Bustling cities like Chicago are not usually known for their wildlife, but Cooper’s (Accipiter cooperii) and sharp-shinned hawks (Accipiter striatus) have been establishing populations in the city. In Chicago, researchers say, they’re drawn to backyard bird feeders — or at least, they’re drawn to prey on the birds that feed at them.
“People have seen hawks in urban areas a lot for the last 20 to 30 years,” said Jennifer McCabe, a postdoctoral research associate at the University of Wisconsin-Madison and lead author of the recent study published in Proceedings of the Royal Society B. “People haven’t looked at what’s allowing them to colonize or stay there.”
In the study, a research team took advantage of a citizen science dataset, Cornell Lab of Ornithology’s Project FeederWatch, to determine the extent to which hawks were flocking to feeders and their reasons for doing so, including food availability. The citizen scientists who were involved followed a protocol, recording birds that showed up at their feeders and taking note of how long they were watching.

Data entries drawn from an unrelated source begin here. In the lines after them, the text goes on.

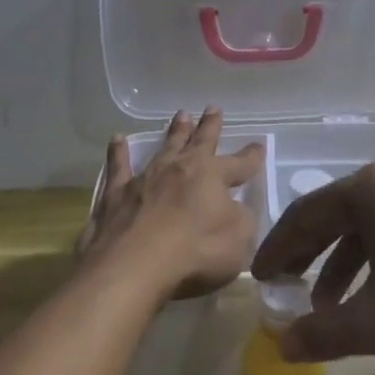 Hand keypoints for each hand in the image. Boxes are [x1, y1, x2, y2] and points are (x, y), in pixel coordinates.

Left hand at [79, 107, 264, 301]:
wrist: (134, 266)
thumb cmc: (195, 252)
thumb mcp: (239, 240)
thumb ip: (242, 220)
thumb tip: (236, 209)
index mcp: (212, 176)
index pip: (239, 164)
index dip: (251, 157)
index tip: (259, 144)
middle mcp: (179, 169)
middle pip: (199, 142)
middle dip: (209, 126)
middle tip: (213, 108)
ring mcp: (145, 178)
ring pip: (164, 147)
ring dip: (175, 131)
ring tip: (181, 115)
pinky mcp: (116, 195)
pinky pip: (118, 167)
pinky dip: (118, 153)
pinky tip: (117, 140)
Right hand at [251, 162, 374, 365]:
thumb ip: (321, 333)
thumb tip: (282, 345)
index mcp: (371, 189)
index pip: (305, 215)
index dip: (277, 250)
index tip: (259, 280)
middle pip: (334, 214)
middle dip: (307, 255)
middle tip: (284, 287)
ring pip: (367, 224)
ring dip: (341, 263)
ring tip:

McCabe and her colleagues originally thought the hawks would be driven by tree cover in urban and suburban areas. In past research in Europe, afforestation in suburban and urban areas was correlated with hawk colonization. “We figured that would happen here, but it actually didn’t,” McCabe said. Remotely sensed data ruled out this reason for hawks showing up in Chicago and even showed a negative relationship between tree canopy cover.
Instead, based on wintertime FeederWatch data, the team determined that the hawks were mainly driven by food sources. While the hawks need trees for nesting, they weren’t nesting during the winter. “They were more worried about their own survival, and food is more important than nest site,” she said. “They can persist and live in areas where they don’t have as many trees, and we found food is the big driver for where they move and stay.” McCabe thinks that this was the case because in the winter, the birds are more concerned about survival than nesting.
The team also found that it didn’t matter what species were at feeders but simply the abundance of prey that was there. “They were cueing in on the areas of high bird abundance,” she said. “This was not only allowing them to move in, but it correlated with having them stay.”
The team also didn’t look at what’s happening to hawks’ prey sources, McCabe said. One of the next research steps will be to look at prey composition and if that changes with the presence of hawks, she said.
McCabe said citizen science data are important for this as well as other projects for collecting long-term data covering large spatial scales that researchers wouldn’t be able to collect on their own.